Title: Biometrics Open Protocol Standard
Scope: The Biometric Open Protocol Standard (BOPS) provides Identity Assertion, Role Gathering, Multi-Level Access Control, Assurance, and Auditing. The BOPS includes software running on a client device (Android, iPhone, etc.), a trusted BOPS Server, and an IDS (Intrusion Detection System). The BOPS allows pluggable components to replace existing components functionality accepting integration into the current operating environments in a short period of time. The BOPS adheres to the principle of continuous protection in adjudicating access to resources. Accountability is the mechanism that proves a service level guarantee of security. The BOPS allows the systems to meet security needs by using the API (Application Programming Interface). The BOPS need not know whether the underlying system is a Relational Database Management System (RDBMS) or a Search Engine. The BOPS functionality offers a “point and cut” mechanism to add the appropriate security to the production systems as well as to the systems in development.
Purpose: This standard provides a biometric agnostic multi-level security protocol.

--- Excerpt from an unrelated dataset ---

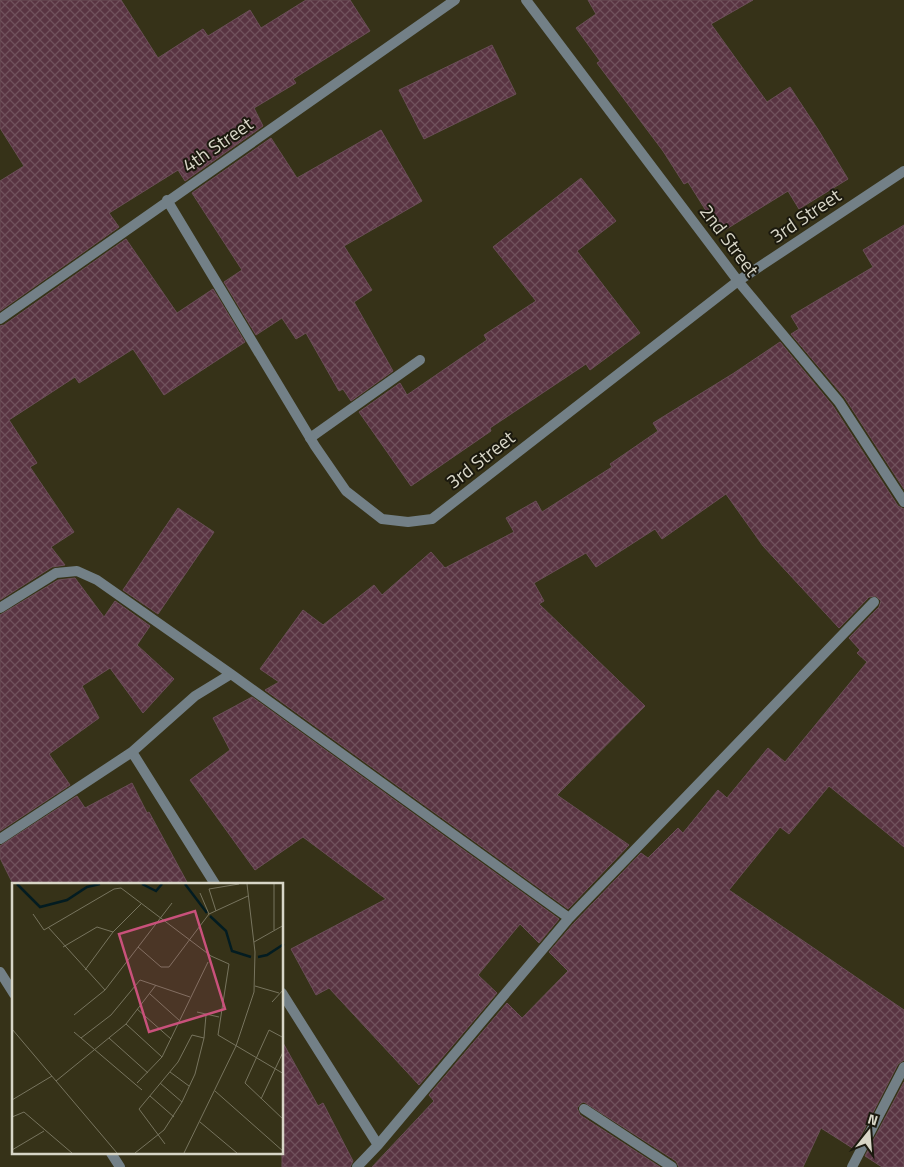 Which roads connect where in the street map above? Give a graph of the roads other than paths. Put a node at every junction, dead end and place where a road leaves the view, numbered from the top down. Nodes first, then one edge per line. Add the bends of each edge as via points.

Need for the Project: Convenience drives consumers toward the biometrics based access management solutions; say studies from Ericsson, PayPal, IBM, and Microsoft. According to the Ericsson’s study “Your body is the new password”, 52 percent of smartphone users want to use their fingerprints instead of the passwords, a further 61 percent want to use fingerprints to unlock their phones, and 48 percent want to use eye- recognition. The study conducted by PayPal says that consumers approve biometrics for access management. In terms of readiness to switch from an old fashion password protection to the new technology, 53 percent of surveyed population would be comfortable replacing passwords with the fingerprints and 45 percent would choose a retinal scan, which is presumably an iris scan – the misplaced terminology points to the lack of a consumer education.IBM Fellow and Speech CTO David Nahamoo states that over the next five years, your unique biological identity and biometric data – facial definitions, iris scans, voice files, even your DNA – will become the key to the safeguarding of your personal identity and information and will replace the current user ID and password system. Microsoft Research funded a study that titled “The Quest to Replace Passwords: A Framework for Comparative Evaluation of Web Authentication Schemes”, the cornerstone conclusion of which indicates that the vast passwords replacement transition should conform to the following criteria: nothing to carry, efficient to use, and easy recovery from a loss. The Microsoft study goes as far as concluding such criteria could be achieved mostly in the biometric schemes. Biometric technologies provide consumer with a long- awaited convenience to securely enter into the cyberspace on the frontend. The Biometric Open Standards protects digital assets and digital identities on the back-end.